At first the number of students was nearly the same as formerly, but the institution soon began to labor under financial difficulties owing to the confiscation of lands and revenues which had belonged to the Jesuit college. In 1786 a new charter approved by the Holy See was introduced at the university. In conformity with the practice in other universities, deans with a yearly tenure of office were placed at the head of the different faculties. The curriculum and the methods of teaching were adapted to the needs of the time; in theology the difference between primary branches (scholastic theology and philosophy) and secondary branches (canon and civil law and Biblical exegesis) was done away with. The lectures in the three faculties were given partly in Latin as before, partly in German. Rationalism and liberalism were repeatedly checked by episcopal visitations and enactments.

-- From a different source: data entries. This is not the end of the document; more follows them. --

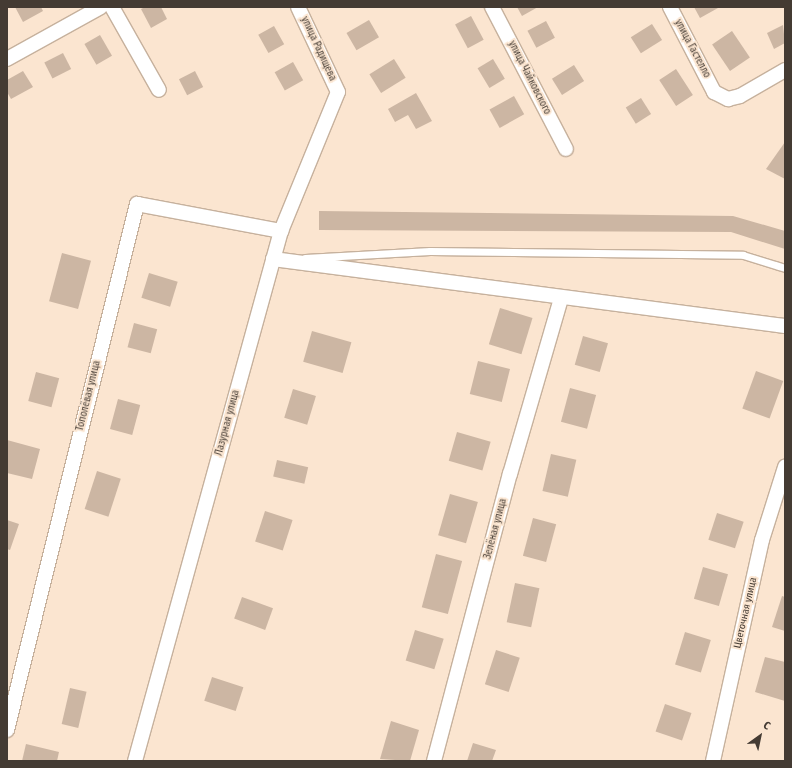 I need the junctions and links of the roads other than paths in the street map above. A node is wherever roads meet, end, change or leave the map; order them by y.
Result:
1 (101, 7) edge
2 (112, 7) edge
3 (298, 7) edge
4 (492, 7) edge
5 (670, 7) edge
6 (7, 59) edge
7 (785, 70) edge
8 (159, 90) dead end
9 (338, 92) joint
10 (566, 149) dead end
11 (281, 231) junction
12 (273, 259) junction
13 (785, 268) edge
14 (561, 299) junction
15 (785, 326) edge
16 (785, 467) edge
17 (7, 730) edge
18 (134, 761) edge
19 (434, 761) edge
20 (713, 761) edge

1 - 6 street
2 - 8 street
3 - 9 street, улица Радищева
4 - 10 street, улица Чайковского
5 - 7 street, улица Гастелло
9 - 11 street, Лазурная улица
11 - 12 street, Лазурная улица
11 - 17 street, Тополёвая улица
12 - 13 lane
12 - 14 street
12 - 18 street, Лазурная улица
14 - 15 street
14 - 19 street, Зелёная улица
16 - 20 street, Цветочная улица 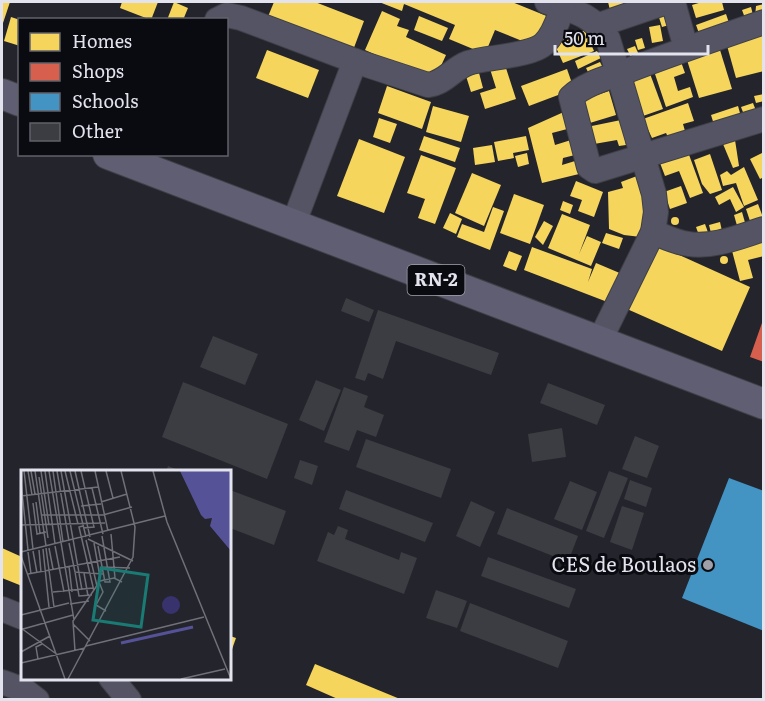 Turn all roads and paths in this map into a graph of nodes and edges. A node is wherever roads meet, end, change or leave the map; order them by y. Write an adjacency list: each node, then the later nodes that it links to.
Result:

Among the best known professors of that period were Johann Michael Sailer in moral philosophy and pastoral theology, Patriz Benedikt Zimmer in dogmatic theology, and Weber in philosophy and mathematics. A last regulation of the prince-bishop, dated 1799, contained rules regarding attendance at church, discipline, and methods of teaching and studying. The endowments of several institutions and corporations were transferred in 1789 to the "Academic House" in order to relieve its financial difficulties, and its administration was simplified by uniting the St. Joseph Seminary and the convictus. The patronage of the city parish of Dillingen was ceded to the bishop in favor of the university with which it was incorporated. Nevertheless the expenses of the institutions so far exceeded their revenues that the existence of the university became very precarious. Hence it was several times proposed to transfer the university to a religious order, e.g. the Benedictines or the newly organized Societas de Fide Jesu.

During the scholastic year of 1798-1799, the number of students had dwindled to 109, of whom 51 were theologians distributed over three courses, 10 were attending the lectures on law and 48 those on philosophy. In 1802 the cathedral chapter of Augsburg and the university were secularized and became part of Bavaria, whose elector, by rescript of 3 November 1803, abolished the University of Dillingen. In its stead a classical gymnasium and a Lyceum for philosophy and theology were founded for the Swabian District.